> **DIRECTIONS**
Of the lines in the data below, write out exactly those from the one holding "ring mcp: (171, 200)" through the one holding "middle mcp: (404, 151)", both included.

Keypoint text descriptions
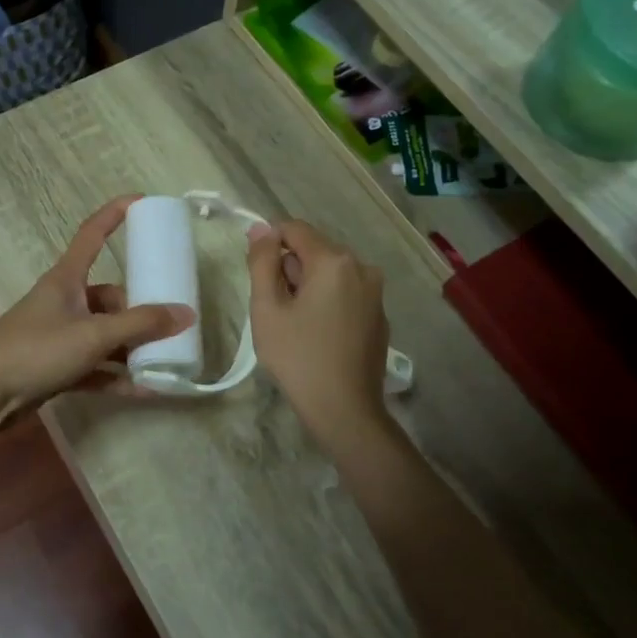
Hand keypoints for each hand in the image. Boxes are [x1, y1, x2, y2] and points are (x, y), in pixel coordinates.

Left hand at [0, 196, 191, 415]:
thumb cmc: (36, 349)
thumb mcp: (93, 334)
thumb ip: (140, 325)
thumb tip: (187, 314)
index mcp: (67, 279)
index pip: (92, 234)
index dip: (114, 214)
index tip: (141, 201)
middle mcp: (64, 302)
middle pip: (110, 297)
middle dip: (139, 311)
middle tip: (171, 325)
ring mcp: (60, 335)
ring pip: (105, 334)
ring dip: (132, 347)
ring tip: (166, 359)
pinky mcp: (57, 367)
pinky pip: (96, 367)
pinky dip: (117, 376)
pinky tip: (145, 389)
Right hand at [246, 219, 392, 451]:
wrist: (344, 409)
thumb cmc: (298, 357)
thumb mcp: (267, 308)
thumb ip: (262, 262)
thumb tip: (261, 227)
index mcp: (334, 261)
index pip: (294, 229)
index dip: (269, 244)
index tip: (257, 275)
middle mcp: (361, 267)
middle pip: (314, 250)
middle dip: (290, 269)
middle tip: (275, 309)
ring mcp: (375, 292)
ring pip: (330, 272)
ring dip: (308, 286)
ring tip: (295, 325)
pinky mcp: (379, 315)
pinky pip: (345, 293)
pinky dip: (327, 301)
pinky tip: (317, 335)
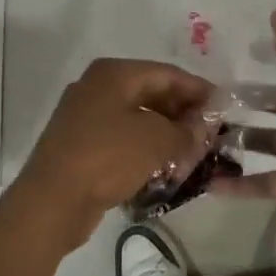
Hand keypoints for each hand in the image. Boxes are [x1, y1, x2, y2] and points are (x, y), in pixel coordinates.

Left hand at [5, 57, 215, 253]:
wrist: (51, 201)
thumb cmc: (107, 157)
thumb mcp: (156, 141)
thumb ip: (186, 130)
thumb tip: (203, 127)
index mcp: (114, 74)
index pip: (167, 73)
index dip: (198, 89)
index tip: (224, 107)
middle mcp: (97, 87)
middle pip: (151, 93)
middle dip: (183, 113)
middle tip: (210, 133)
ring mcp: (85, 116)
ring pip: (137, 118)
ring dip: (166, 133)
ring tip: (193, 153)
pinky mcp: (81, 144)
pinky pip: (122, 138)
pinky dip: (145, 148)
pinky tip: (165, 167)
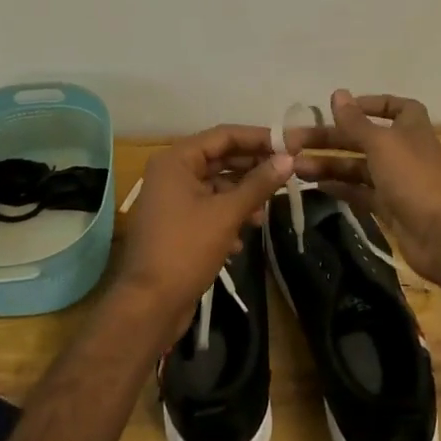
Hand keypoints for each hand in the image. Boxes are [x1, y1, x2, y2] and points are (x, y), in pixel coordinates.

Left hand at [114, 125, 292, 338]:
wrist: (149, 305)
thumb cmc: (186, 250)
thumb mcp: (227, 213)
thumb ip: (259, 183)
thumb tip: (288, 158)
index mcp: (176, 160)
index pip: (224, 135)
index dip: (259, 138)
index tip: (290, 144)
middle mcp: (171, 173)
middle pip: (220, 159)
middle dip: (252, 169)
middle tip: (286, 175)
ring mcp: (171, 200)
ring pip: (216, 186)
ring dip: (242, 197)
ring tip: (262, 215)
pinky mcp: (176, 225)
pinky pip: (208, 209)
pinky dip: (227, 217)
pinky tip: (241, 239)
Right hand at [289, 90, 440, 282]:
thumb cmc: (415, 179)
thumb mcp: (382, 144)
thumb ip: (356, 122)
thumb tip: (337, 93)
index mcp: (410, 127)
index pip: (394, 106)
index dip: (369, 104)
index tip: (340, 108)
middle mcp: (404, 151)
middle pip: (363, 138)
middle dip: (330, 139)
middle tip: (293, 141)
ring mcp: (397, 182)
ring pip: (358, 167)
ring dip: (329, 164)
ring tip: (295, 167)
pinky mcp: (390, 208)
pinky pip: (360, 193)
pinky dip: (340, 188)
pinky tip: (315, 187)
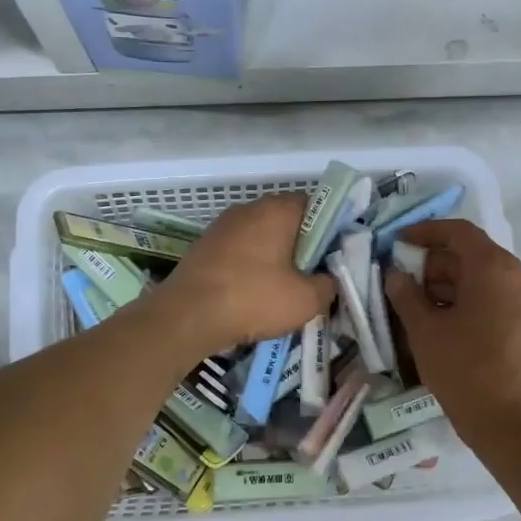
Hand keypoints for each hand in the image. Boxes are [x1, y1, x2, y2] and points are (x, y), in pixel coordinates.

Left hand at [157, 193, 335, 351]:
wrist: (187, 316)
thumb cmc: (253, 299)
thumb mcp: (306, 300)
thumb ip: (328, 285)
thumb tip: (327, 280)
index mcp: (277, 210)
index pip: (314, 205)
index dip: (328, 229)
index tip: (332, 256)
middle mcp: (248, 209)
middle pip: (286, 221)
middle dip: (300, 246)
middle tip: (311, 277)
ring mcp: (222, 226)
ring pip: (260, 237)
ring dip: (273, 258)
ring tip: (281, 291)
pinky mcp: (204, 246)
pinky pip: (238, 252)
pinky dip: (249, 268)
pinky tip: (252, 295)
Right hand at [385, 220, 520, 448]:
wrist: (515, 425)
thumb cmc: (466, 370)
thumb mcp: (425, 331)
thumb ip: (405, 295)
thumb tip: (395, 274)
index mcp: (493, 268)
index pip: (457, 232)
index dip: (424, 232)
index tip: (396, 243)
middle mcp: (516, 277)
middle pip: (469, 255)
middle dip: (431, 265)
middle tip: (398, 282)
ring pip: (479, 280)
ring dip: (444, 287)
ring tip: (411, 308)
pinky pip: (491, 301)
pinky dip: (463, 304)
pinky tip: (436, 327)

> **TASK SOLUTION**
ring mcp: (171, 200)
ring pip: (216, 186)
ring dip: (242, 197)
ring tip: (262, 215)
pinky mcp: (176, 225)
pinky pip: (208, 209)
pinky dip: (227, 217)
pinky tip: (241, 239)
Right hand at [289, 90, 440, 282]:
thumb cmc: (415, 179)
thumb mcp: (382, 144)
thumb ip: (356, 122)
thumb tip: (337, 93)
index mcp: (410, 127)
index pip: (394, 106)
index dip: (369, 104)
index tip: (340, 108)
middle mcp: (404, 151)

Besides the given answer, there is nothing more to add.